Letter to the Editor
To the Editor:
Matthew and colleagues have provided excellent evidence regarding low awareness and misgivings about providers among men who have sex with men (MSM) in Boston.1 To those who are committed to root out the problem among MSM, unique challenges exist in diverse cultures as exemplified in this particularly interesting account from India.
Observational studies2,3 reported in the late 1990s have provided alarming figures on unsafe sex practices and HIV (and other STD) prevalence among Indian jail inmates and under-trial prisoners. In a survey2 of 249 inmates of Northern Indian prisons by a medical team from All India Institute of Medical Sciences, New Delhi, 3 males (1.3%) were found to be Western blot confirmed HIV-1 positive, whereas 28 (11.1%) men and 2 (22.2%) women were positive for HBsAg. Scabies, syphilitic ulcer, HCV, and poor knowledge of AIDS was significantly prevalent among the inmates. Seventy-six percent of men were MSM. In another cross-sectional seroprevalence survey, 3 of 1007 prisoners awaiting trial and 107 convicted inmates in a Central Prison in Southern India, 20 (1.98%) waiting for trials, all males, were HIV-positive. Low literacy, poor income, sexual promiscuity, and low condom usage were observed among the seropositives. These reports, as a consequence, have turned up more dust than imagined. In an unexpected turn of events, the medical recommendations to distribute condoms among the inmates, in view of high-risk sexual behavior, have been thwarted. Surprisingly, the reason for such noncompliance has been the Indian Law itself (Section 377 of Indian Penal Code), which holds sodomy as a punishable crime. Condom rationing to men in prisons is a pro-sodomy act and thus violates the law. The law has met with widespread criticism for being a hindrance to anti-AIDS efforts, and various public interest litigations filed by human right activist groups have questioned the constitutional validity of such a law.4,5 Some of the litigations follow sodomy criminal charges on homosexual rights activists.
What have been brought up by such incidents are the unique challenges they portray, in any given sociocultural milieu, to the anti-HIV efforts. The responsibilities of the providers and the government in such cases can not be overemphasized, and such studies1 are vital for the formulation of a concerted control measure.
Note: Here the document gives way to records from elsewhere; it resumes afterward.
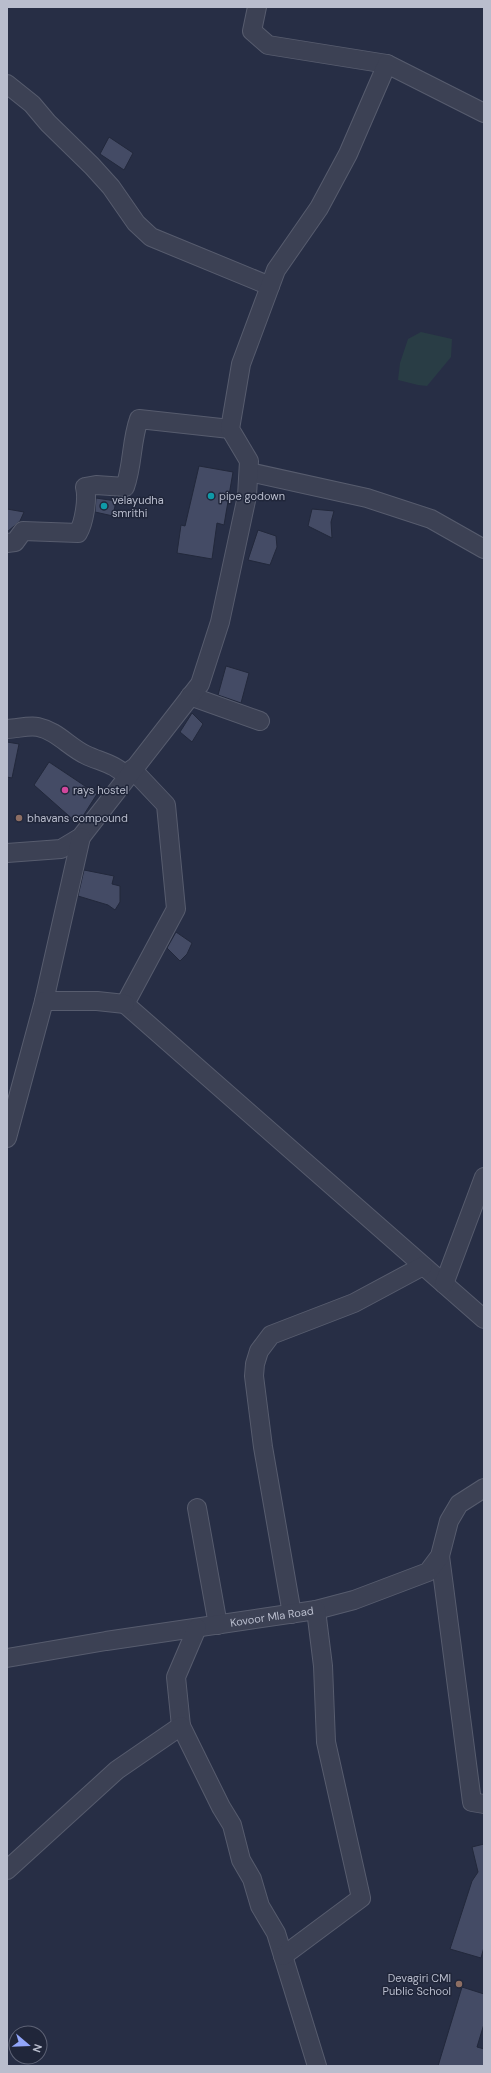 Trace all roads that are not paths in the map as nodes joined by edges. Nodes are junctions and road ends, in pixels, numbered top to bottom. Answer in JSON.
{"nodes":[{"id":1,"x":257,"y":7,"type":"edge"},
{"id":2,"x":386,"y":64,"type":"junction"},
{"id":3,"x":7,"y":84,"type":"edge"},
{"id":4,"x":484,"y":113,"type":"edge"},
{"id":5,"x":270,"y":286,"type":"junction"},
{"id":6,"x":230,"y":429,"type":"junction"},
{"id":7,"x":249,"y":472,"type":"junction"},
{"id":8,"x":7,"y":543,"type":"edge"},
{"id":9,"x":484,"y":549,"type":"edge"},
{"id":10,"x":190,"y":696,"type":"junction"},
{"id":11,"x":260,"y":721,"type":"dead end"},
{"id":12,"x":7,"y":729,"type":"edge"},
{"id":13,"x":130,"y":773,"type":"junction"},
{"id":14,"x":81,"y":837,"type":"junction"},
{"id":15,"x":7,"y":853,"type":"edge"},
{"id":16,"x":44,"y":1001,"type":"junction"},
{"id":17,"x":125,"y":1004,"type":"junction"},
{"id":18,"x":7,"y":1138,"type":"edge"},
{"id":19,"x":484,"y":1178,"type":"edge"},
{"id":20,"x":423,"y":1266,"type":"junction"},
{"id":21,"x":444,"y":1284,"type":"junction"},
{"id":22,"x":484,"y":1319,"type":"edge"},
{"id":23,"x":484,"y":1488,"type":"edge"},
{"id":24,"x":197,"y":1508,"type":"dead end"},
{"id":25,"x":440,"y":1556,"type":"junction"},
{"id":26,"x":316,"y":1610,"type":"junction"},
{"id":27,"x":292,"y":1614,"type":"junction"},
{"id":28,"x":218,"y":1624,"type":"junction"},
{"id":29,"x":197,"y":1628,"type":"junction"},
{"id":30,"x":7,"y":1658,"type":"edge"},
{"id":31,"x":182,"y":1726,"type":"junction"},
{"id":32,"x":484,"y":1804,"type":"edge"},
{"id":33,"x":7,"y":1870,"type":"edge"},
{"id":34,"x":284,"y":1956,"type":"junction"},
{"id":35,"x":317,"y":2066,"type":"edge"}],
"edges":[{"from":1,"to":2,"type":"street"},
{"from":2,"to":4,"type":"street"},
{"from":2,"to":5,"type":"street"},
{"from":3,"to":5,"type":"street"},
{"from":5,"to":6,"type":"street"},
{"from":6,"to":7,"type":"street"},
{"from":6,"to":8,"type":"street"},
{"from":7,"to":9,"type":"street"},
{"from":7,"to":10,"type":"street"},
{"from":10,"to":11,"type":"street"},
{"from":10,"to":13,"type":"street"},
{"from":12,"to":13,"type":"street"},
{"from":13,"to":14,"type":"street"},
{"from":13,"to":17,"type":"street"},
{"from":14,"to":15,"type":"street"},
{"from":14,"to":16,"type":"street"},
{"from":16,"to":17,"type":"street"},
{"from":16,"to":18,"type":"street"},
{"from":17,"to":20,"type":"street"},
{"from":19,"to":21,"type":"street"},
{"from":20,"to":21,"type":"street"},
{"from":20,"to":27,"type":"street"},
{"from":21,"to":22,"type":"street"},
{"from":23,"to":25,"type":"street","name":"Kovoor Mla Road"},
{"from":24,"to":28,"type":"street"},
{"from":25,"to":26,"type":"street","name":"Kovoor Mla Road"},
{"from":25,"to":32,"type":"street"},
{"from":26,"to":27,"type":"street","name":"Kovoor Mla Road"},
{"from":26,"to":34,"type":"street"},
{"from":27,"to":28,"type":"street","name":"Kovoor Mla Road"},
{"from":28,"to":29,"type":"street","name":"Kovoor Mla Road"},
{"from":29,"to":30,"type":"street","name":"Kovoor Mla Road"},
{"from":29,"to":31,"type":"street"},
{"from":31,"to":33,"type":"street"},
{"from":31,"to":34,"type":"street"},
{"from":34,"to":35,"type":"street"}]}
1. Mimiaga MJ, Goldhammer H, Belanoff C, Tetu AM, Mayer KH. Men who have sex with men: Perceptions about sexual risk, HIV and sexually transmitted disease testing, and provider communication. Sex Transm Dis 2007; 34:113–119.
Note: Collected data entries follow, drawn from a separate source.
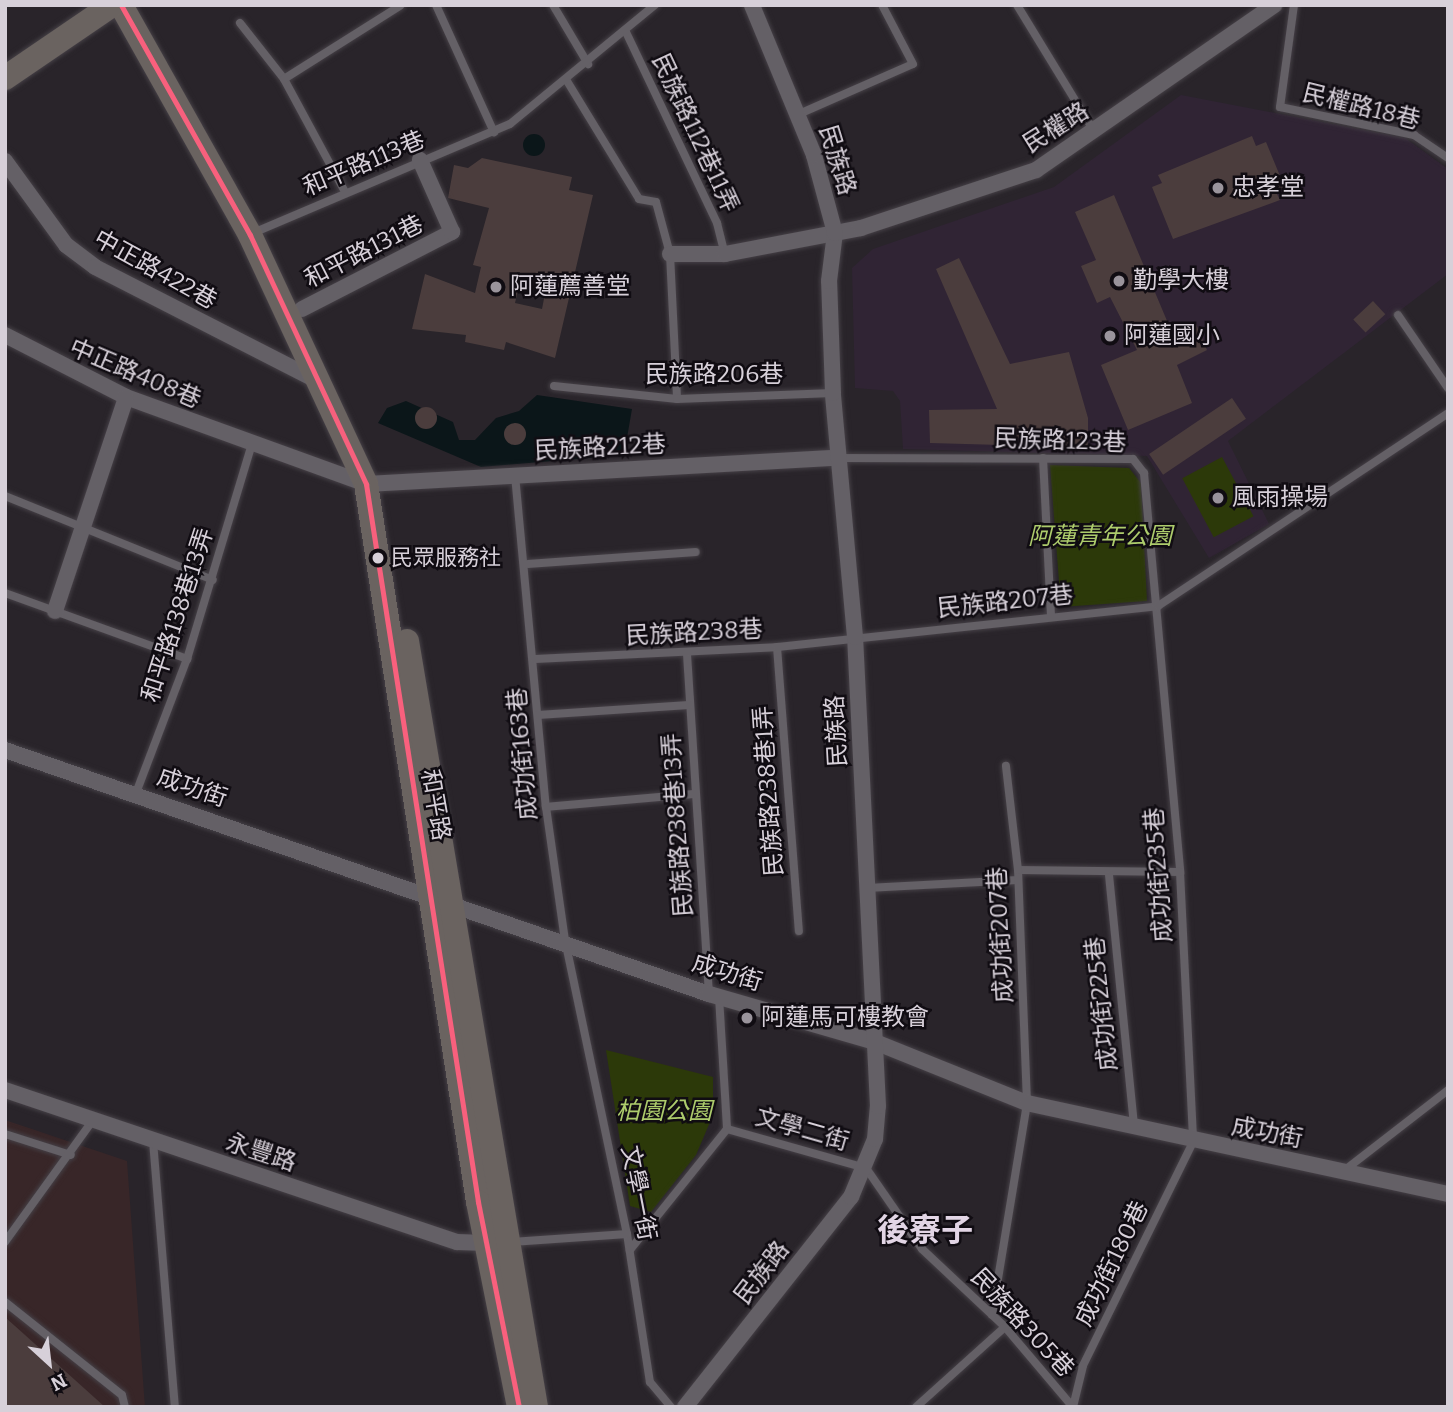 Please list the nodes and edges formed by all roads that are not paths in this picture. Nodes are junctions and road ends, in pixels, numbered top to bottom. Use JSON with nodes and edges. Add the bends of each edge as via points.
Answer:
{"nodes":[{"id":1,"x":91,"y":5,"type":"edge"},
{"id":2,"x":112,"y":5,"type":"edge"},
{"id":3,"x":121,"y":5,"type":"edge"},
{"id":4,"x":141,"y":5,"type":"edge"},
{"id":5,"x":401,"y":5,"type":"edge"},
{"id":6,"x":436,"y":5,"type":"edge"},
{"id":7,"x":553,"y":5,"type":"edge"},
{"id":8,"x":655,"y":5,"type":"edge"},
{"id":9,"x":752,"y":5,"type":"edge"},
{"id":10,"x":882,"y":5,"type":"edge"},
{"id":11,"x":1017,"y":5,"type":"edge"},
{"id":12,"x":1274,"y":5,"type":"edge"},
{"id":13,"x":1294,"y":5,"type":"edge"},
{"id":14,"x":240,"y":23,"type":"dead end"},
{"id":15,"x":625,"y":30,"type":"junction"},
{"id":16,"x":5,"y":61,"type":"edge"},
{"id":17,"x":588,"y":64,"type":"junction"},
{"id":18,"x":5,"y":78,"type":"edge"},
{"id":19,"x":284,"y":79,"type":"junction"},
{"id":20,"x":567,"y":81,"type":"junction"},
{"id":21,"x":799,"y":114,"type":"junction"},
{"id":22,"x":494,"y":132,"type":"junction"},
{"id":23,"x":1094,"y":133,"type":"junction"},
{"id":24,"x":1448,"y":158,"type":"edge"},
{"id":25,"x":420,"y":160,"type":"junction"},
{"id":26,"x":5,"y":161,"type":"edge"},
{"id":27,"x":344,"y":190,"type":"junction"},
{"id":28,"x":257,"y":231,"type":"junction"},
{"id":29,"x":835,"y":233,"type":"junction"},
{"id":30,"x":670,"y":254,"type":"junction"},
{"id":31,"x":725,"y":254,"type":"junction"},
{"id":32,"x":302,"y":309,"type":"junction"},
{"id":33,"x":1398,"y":315,"type":"dead end"},
{"id":34,"x":5,"y":335,"type":"edge"},
{"id":35,"x":316,"y":380,"type":"junction"},
{"id":36,"x":554,"y":386,"type":"dead end"},
{"id":37,"x":1448,"y":388,"type":"edge"},
{"id":38,"x":833,"y":393,"type":"junction"},
{"id":39,"x":126,"y":397,"type":"junction"},
{"id":40,"x":677,"y":399,"type":"junction"},
{"id":41,"x":1448,"y":413,"type":"edge"},
{"id":42,"x":251,"y":447,"type":"junction"},
{"id":43,"x":836,"y":458,"type":"junction"},
{"id":44,"x":1043,"y":458,"type":"junction"},
{"id":45,"x":515,"y":475,"type":"junction"},
{"id":46,"x":374,"y":484,"type":"junction"},
{"id":47,"x":5,"y":496,"type":"edge"},
{"id":48,"x":81,"y":529,"type":"junction"},
{"id":49,"x":696,"y":552,"type":"dead end"},
{"id":50,"x":528,"y":564,"type":"junction"},
{"id":51,"x":212,"y":580,"type":"junction"},
{"id":52,"x":5,"y":593,"type":"edge"},
{"id":53,"x":1158,"y":606,"type":"junction"},
{"id":54,"x":55,"y":611,"type":"junction"},
{"id":55,"x":1051,"y":617,"type":"junction"},
{"id":56,"x":855,"y":638,"type":"junction"},
{"id":57,"x":777,"y":648,"type":"junction"},
{"id":58,"x":687,"y":654,"type":"junction"},
{"id":59,"x":187,"y":659,"type":"junction"},
{"id":60,"x":534,"y":659,"type":"junction"},
{"id":61,"x":689,"y":705,"type":"junction"},
{"id":62,"x":538,"y":715,"type":"junction"},
{"id":63,"x":5,"y":750,"type":"edge"},
{"id":64,"x":1006,"y":766,"type":"dead end"},
{"id":65,"x":136,"y":793,"type":"junction"},
{"id":66,"x":695,"y":794,"type":"junction"},
{"id":67,"x":546,"y":807,"type":"junction"},
{"id":68,"x":1018,"y":870,"type":"junction"},
{"id":69,"x":1180,"y":872,"type":"junction"},
{"id":70,"x":1109,"y":875,"type":"junction"},
{"id":71,"x":1018,"y":880,"type":"junction"},
{"id":72,"x":867,"y":888,"type":"junction"},
{"id":73,"x":441,"y":899,"type":"junction"},
{"id":74,"x":799,"y":931,"type":"dead end"},
{"id":75,"x":565,"y":940,"type":"junction"},
{"id":76,"x":714,"y":994,"type":"junction"},
{"id":77,"x":875,"y":1042,"type":"junction"},
{"id":78,"x":5,"y":1090,"type":"edge"},
{"id":79,"x":1448,"y":1090,"type":"edge"},
{"id":80,"x":1027,"y":1103,"type":"junction"},
{"id":81,"x":93,"y":1120,"type":"junction"},
{"id":82,"x":727,"y":1129,"type":"junction"},
{"id":83,"x":1134,"y":1129,"type":"junction"},
{"id":84,"x":5,"y":1134,"type":"edge"},
{"id":85,"x":153,"y":1141,"type":"junction"},
{"id":86,"x":1193,"y":1142,"type":"junction"},
{"id":87,"x":71,"y":1155,"type":"junction"},
{"id":88,"x":866,"y":1168,"type":"junction"},
{"id":89,"x":1343,"y":1171,"type":"junction"},
{"id":90,"x":1448,"y":1194,"type":"edge"},
{"id":91,"x":627,"y":1234,"type":"junction"},
{"id":92,"x":5,"y":1241,"type":"edge"},
{"id":93,"x":495,"y":1243,"type":"junction"},
{"id":94,"x":630,"y":1250,"type":"junction"},
{"id":95,"x":5,"y":1302,"type":"edge"},
{"id":96,"x":992,"y":1315,"type":"junction"},
{"id":97,"x":1005,"y":1327,"type":"junction"},
{"id":98,"x":1072,"y":1406,"type":"edge"},
{"id":99,"x":125,"y":1407,"type":"edge"},
{"id":100,"x":175,"y":1407,"type":"edge"},
{"id":101,"x":519,"y":1407,"type":"edge"},
{"id":102,"x":536,"y":1407,"type":"edge"},
{"id":103,"x":671,"y":1407,"type":"edge"},
{"id":104,"x":685,"y":1407,"type":"edge"},
{"id":105,"x":916,"y":1407,"type":"edge"}],
"edges":[{"from":1,"to":16,"type":"main road"},
{"from":2,"to":18,"type":"main road"},
{"from":3,"to":28,"type":"main road","name":"和平路"},
{"from":4,"to":28,"type":"main road","name":"和平路"},
{"from":5,"to":19,"type":"lane"},
{"from":6,"to":22,"type":"lane"},
{"from":7,"to":17,"type":"lane"},
{"from":8,"to":15,"type":"lane","name":"和平路113巷"},
{"from":9,"to":21,"type":"street","name":"民族路"},
{"from":10,"to":21,"type":"lane","via":[[913,64]]},
{"from":11,"to":23,"type":"lane"},
{"from":12,"to":23,"type":"street","name":"民權路"},
{"from":13,"to":24,"type":"lane","name":"民權路18巷","via":[[1280,107],[1414,135]]},
{"from":14,"to":19,"type":"lane"},
{"from":15,"to":17,"type":"lane","name":"和平路113巷"},
{"from":15,"to":31,"type":"lane","name":"民族路112巷11弄","via":[[717,223]]},
{"from":17,"to":20,"type":"lane","name":"和平路113巷"},
{"from":19,"to":27,"type":"lane"},
{"from":20,"to":22,"type":"lane","name":"和平路113巷"},
{"from":20,"to":30,"type":"lane","via":[[639,199],[656,202]]},
{"from":21,"to":29,"type":"street","name":"民族路"},
{"from":22,"to":25,"type":"lane","name":"和平路113巷"},
{"from":23,"to":29,"type":"street","name":"民權路","via":[[1036,170]]},
{"from":25,"to":27,"type":"lane","name":"和平路113巷"},
{"from":25,"to":32,"type":"street","name":"和平路131巷","via":[[452,232]]},
{"from":26,"to":35,"type":"street","name":"中正路422巷","via":[[66,245],[94,267]]},
{"from":27,"to":28,"type":"lane","name":"和平路113巷"},
{"from":28,"to":32,"type":"main road","name":"和平路"},
{"from":28,"to":35,"type":"main road","name":"和平路"},
{"from":29,"to":31,"type":"street","name":"民權路"},
{"from":29,"to":38,"type":"street","name":"民族路","via":[[829,281]]},
{"from":30,"to":31,"type":"street","name":"民權路"},
{"from":30,"to":40,"type":"lane"},
{"from":32,"to":46,"type":"main road","name":"和平路"},
{"from":33,"to":37,"type":"lane"},
{"from":34,"to":39,"type":"street","name":"中正路408巷"},
{"from":35,"to":46,"type":"main road","name":"和平路"},
{"from":36,"to":40,"type":"lane","name":"民族路206巷"},
{"from":38,"to":40,"type":"lane","name":"民族路206巷"},
{"from":38,"to":43,"type":"street","name":"民族路"},
{"from":39,"to":42,"type":"street","name":"中正路408巷"},
{"from":39,"to":48,"type":"street"},
{"from":41,"to":53,"type":"lane"},
{"from":42,"to":46,"type":"street","name":"中正路408巷"},
{"from":42,"to":51,"type":"lane","name":"和平路138巷13弄"},
{"from":43,"to":44,"type":"lane","name":"民族路123巷"},
{"from":43,"to":45,"type":"street","name":"民族路212巷"},
{"from":43,"to":56,"type":"street","name":"民族路"},
{"from":44,"to":53,"type":"lane","name":"民族路123巷","via":[[1133,458],[1148,490]]},
{"from":44,"to":55,"type":"lane"},
{"from":45,"to":46,"type":"street","name":"民族路212巷"},
{"from":45,"to":50,"type":"lane","name":"成功街163巷"},
{"from":46,"to":73,"type":"main road","name":"和平路"},
{"from":47,"to":48,"type":"lane"},
{"from":48,"to":51,"type":"lane"},
{"from":48,"to":54,"type":"street"},
{"from":49,"to":50,"type":"lane"},
{"from":50,"to":60,"type":"lane","name":"成功街163巷"},
{"from":51,"to":59,"type":"lane","name":"和平路138巷13弄"},
{"from":52,"to":54,"type":"lane"},
{"from":53,"to":55,"type":"lane","name":"民族路207巷"},
{"from":53,"to":69,"type":"lane","name":"成功街235巷"},
{"from":54,"to":59,"type":"lane"},
{"from":55,"to":56,"type":"lane","name":"民族路207巷"},
{"from":56,"to":57,"type":"lane","name":"民族路238巷"},
{"from":56,"to":72,"type":"street","name":"民族路"},
{"from":57,"to":58,"type":"lane","name":"民族路238巷"},
{"from":57,"to":74,"type":"lane","name":"民族路238巷1弄"},
{"from":58,"to":60,"type":"lane","name":"民族路238巷"},
{"from":58,"to":61,"type":"lane","name":"民族路238巷13弄"},
{"from":59,"to":65,"type":"lane","name":"和平路138巷13弄"},
{"from":60,"to":62,"type":"lane","name":"成功街163巷"},
{"from":61,"to":62,"type":"lane"},
{"from":61,"to":66,"type":"lane","name":"民族路238巷13弄"},
{"from":62,"to":67,"type":"lane","name":"成功街163巷"},
{"from":63,"to":65,"type":"street","name":"成功街"},
{"from":64,"to":68,"type":"lane","name":"成功街207巷"},
{"from":65,"to":73,"type":"street","name":"成功街"},
{"from":66,"to":67,"type":"lane"},
{"from":66,"to":76,"type":"lane","name":"民族路238巷13弄"},
{"from":67,"to":75,"type":"lane","name":"成功街163巷"},
{"from":68,"to":70,"type":"lane"},
{"from":68,"to":71,"type":"lane","name":"成功街207巷"},
{"from":69,"to":70,"type":"lane"},
{"from":69,"to":86,"type":"lane","name":"成功街235巷"},
{"from":70,"to":83,"type":"lane","name":"成功街225巷"},
{"from":71,"to":72,"type":"lane"},
{"from":71,"to":80,"type":"lane","name":"成功街207巷"},
{"from":72,"to":77,"type":"street","name":"民族路"},
{"from":73,"to":75,"type":"street","name":"成功街"},
{"from":73,"to":93,"type":"main road","name":"和平路"},
{"from":75,"to":76,"type":"street","name":"成功街"},
{"from":75,"to":91,"type":"lane","name":"文學一街"},
{"from":76,"to":77,"type":"street","name":"成功街"},
{"from":76,"to":82,"type":"lane","name":"文學二街"},
{"from":77,"to":80,"type":"street","name":"成功街"},
{"from":77,"to":88,"type":"street","name":"民族路","via":[[878,1106]]},
{"from":78,"to":81,"type":"street","name":"永豐路"},
{"from":79,"to":89,"type":"lane"},
{"from":80,"to":83,"type":"street","name":"成功街"},
{"from":80,"to":96,"type":"lane","name":"成功街207巷"},
{"from":81,"to":85,"type":"street","name":"永豐路"},
{"from":81,"to":87,"type":"lane"},
{"from":82,"to":88,"type":"lane","name":"文學二街"},
{"from":82,"to":94,"type":"lane","name":"文學二街"},
{"from":83,"to":86,"type":"street","name":"成功街"},
{"from":84,"to":87,"type":"lane"},
{"from":85,"to":93,"type":"street","name":"永豐路","via":[[457,1242]]},
{"from":85,"to":100,"type":"lane"},
{"from":86,"to":89,"type":"street","name":"成功街"},
{"from":86,"to":98,"type":"lane","name":"成功街180巷","via":[[1083,1366]]},
{"from":87,"to":92,"type":"lane"},
{"from":88,"to":96,"type":"lane","name":"民族路305巷","via":[[922,1249]]},
{"from":88,"to":104,"type":"street","name":"民族路","via":[[851,1197]]},
{"from":89,"to":90,"type":"street","name":"成功街"},
{"from":91,"to":93,"type":"lane"},
{"from":91,"to":94,"type":"lane","name":"文學一街"},
{"from":93,"to":101,"type":"main road","name":"和平路"},
{"from":93,"to":102,"type":"main road","name":"和平路"},
{"from":94,"to":103,"type":"lane","name":"文學一街","via":[[650,1382]]},
{"from":95,"to":99,"type":"lane","via":[[122,1395]]},
{"from":96,"to":97,"type":"lane","name":"民族路305巷"},
{"from":97,"to":98,"type":"lane","name":"民族路305巷"},
{"from":97,"to":105,"type":"lane"}]}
2. Singh S, Prasad R, Mohanty A. High prevalence of sexually transmitted and blood-borne infections amongst the inmates of a district jail in Northern India. Int J STD AIDS 1999; 10:475–478.
3. Sundar M, Ravikumar KK, Sudarshan MK. A cross-sectional seroprevalence survey for HIV-1 and high risk sexual behaviour of seropositives in a prison in India. Indian J Public Health 1995; 39: 116–118.
4. Mysko B. India: Challenge to constitutionality of criminal law banning homosexual acts dismissed. HIV AIDS Policy Law Rev 2004; 9:60–61.
5. Agoramoorthy G, Hsu MJ. Can India abolish the anachronistic homosexuality law to battle HIV/AIDS? AIDS 2006; 20:1469–1470.